The countries who are members of the ATA carnet chain are:
Albania, Algeria, Andorra, Australia, Bahrain, Belarus, Bosnia, Bulgaria, Canada, Chile, China (international trade fairs and exhibitions only), Cote d'Ivoire, Gibraltar, Hong Kong, Iceland, India (Fairs only), Indonesia, Iran, Israel, Japan, Korea, Lebanon, Macau, Macedonia, Madagascar, Malaysia, Malta, Mauritius, Mexico, Moldova, Mongolia, Montenegro, Morocco, New Zealand, Norway, Pakistan, Russia, Senegal, Serbia, Singapore, South Africa, Sri Lanka (except for professional equipment), Switzerland, Thailand, Tunisia, Turkey, Ukraine, United States (except for international trade fairs and exhibitions), United Arab Emirates
Irish goods going to EU countries do not need carnets.
Note that vehicles for private use cannot usually be shipped under an ATA Carnet.

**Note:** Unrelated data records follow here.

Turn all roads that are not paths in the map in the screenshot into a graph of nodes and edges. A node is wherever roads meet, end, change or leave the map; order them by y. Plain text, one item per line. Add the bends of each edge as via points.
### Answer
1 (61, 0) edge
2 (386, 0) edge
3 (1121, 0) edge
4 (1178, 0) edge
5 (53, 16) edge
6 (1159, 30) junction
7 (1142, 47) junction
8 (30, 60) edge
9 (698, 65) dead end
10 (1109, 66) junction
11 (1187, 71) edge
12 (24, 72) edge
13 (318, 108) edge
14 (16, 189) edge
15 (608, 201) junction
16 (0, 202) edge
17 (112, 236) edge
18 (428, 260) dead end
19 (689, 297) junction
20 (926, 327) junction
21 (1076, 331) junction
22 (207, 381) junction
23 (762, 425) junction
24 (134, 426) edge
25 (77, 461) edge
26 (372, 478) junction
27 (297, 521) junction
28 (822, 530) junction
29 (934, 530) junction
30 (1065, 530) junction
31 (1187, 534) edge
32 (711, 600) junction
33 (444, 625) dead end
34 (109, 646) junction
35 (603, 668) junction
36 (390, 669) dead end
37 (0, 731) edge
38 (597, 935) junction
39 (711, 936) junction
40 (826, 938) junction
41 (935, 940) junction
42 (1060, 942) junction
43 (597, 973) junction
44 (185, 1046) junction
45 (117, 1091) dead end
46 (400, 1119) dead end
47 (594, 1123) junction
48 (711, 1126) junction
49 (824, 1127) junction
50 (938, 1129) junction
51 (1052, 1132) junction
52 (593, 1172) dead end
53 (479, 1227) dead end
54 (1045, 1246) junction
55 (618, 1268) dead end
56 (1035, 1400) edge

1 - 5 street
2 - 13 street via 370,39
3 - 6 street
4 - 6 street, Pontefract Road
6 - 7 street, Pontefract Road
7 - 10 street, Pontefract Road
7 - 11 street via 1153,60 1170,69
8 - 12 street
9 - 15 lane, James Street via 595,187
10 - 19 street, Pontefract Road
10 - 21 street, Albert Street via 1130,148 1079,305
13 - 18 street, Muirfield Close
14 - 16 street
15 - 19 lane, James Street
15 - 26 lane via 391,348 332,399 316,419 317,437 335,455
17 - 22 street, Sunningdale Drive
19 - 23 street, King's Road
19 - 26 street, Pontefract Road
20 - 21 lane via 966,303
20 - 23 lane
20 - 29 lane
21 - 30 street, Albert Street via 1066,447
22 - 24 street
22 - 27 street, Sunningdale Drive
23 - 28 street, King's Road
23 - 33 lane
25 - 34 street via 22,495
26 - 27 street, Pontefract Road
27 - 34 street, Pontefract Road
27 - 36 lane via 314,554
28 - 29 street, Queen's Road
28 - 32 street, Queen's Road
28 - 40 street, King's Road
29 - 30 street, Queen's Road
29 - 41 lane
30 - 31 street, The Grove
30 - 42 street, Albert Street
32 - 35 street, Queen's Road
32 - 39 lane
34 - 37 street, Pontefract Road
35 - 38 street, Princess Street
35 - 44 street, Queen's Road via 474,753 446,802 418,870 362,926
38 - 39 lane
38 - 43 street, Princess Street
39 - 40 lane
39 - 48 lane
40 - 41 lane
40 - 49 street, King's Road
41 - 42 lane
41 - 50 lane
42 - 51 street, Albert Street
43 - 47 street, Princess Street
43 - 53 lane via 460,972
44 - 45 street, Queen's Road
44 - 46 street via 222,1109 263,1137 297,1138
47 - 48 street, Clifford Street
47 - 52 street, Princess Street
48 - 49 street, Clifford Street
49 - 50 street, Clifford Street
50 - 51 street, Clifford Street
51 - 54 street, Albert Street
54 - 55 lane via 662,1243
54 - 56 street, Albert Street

These will probably be moved under a Carnet de Passage. To find out if they will accept a Carnet de Passage contact the relevant country embassy.
**It is important that the carnet holder understands their responsibilities in using an ATA Carnet:
It is the responsibility of the ATA Carnet Holder to produce the carnet at any relevant customs point in order to get the Carnet stamped on entry into and exit from a destined country. It is of great importance to note that duties and taxes may be demanded on the goods being imported into a country if the Carnet is not stamped correctly by customs. The customs authorities have TWO years after the expiry of the Carnet to raise a query and in turn to demand payment of duties if the carnet has not been stamped. These payments are the responsibility of the Carnet holder. Deposits and guarantees will be held until the carnet is returned correctly stamped and are then returned on request.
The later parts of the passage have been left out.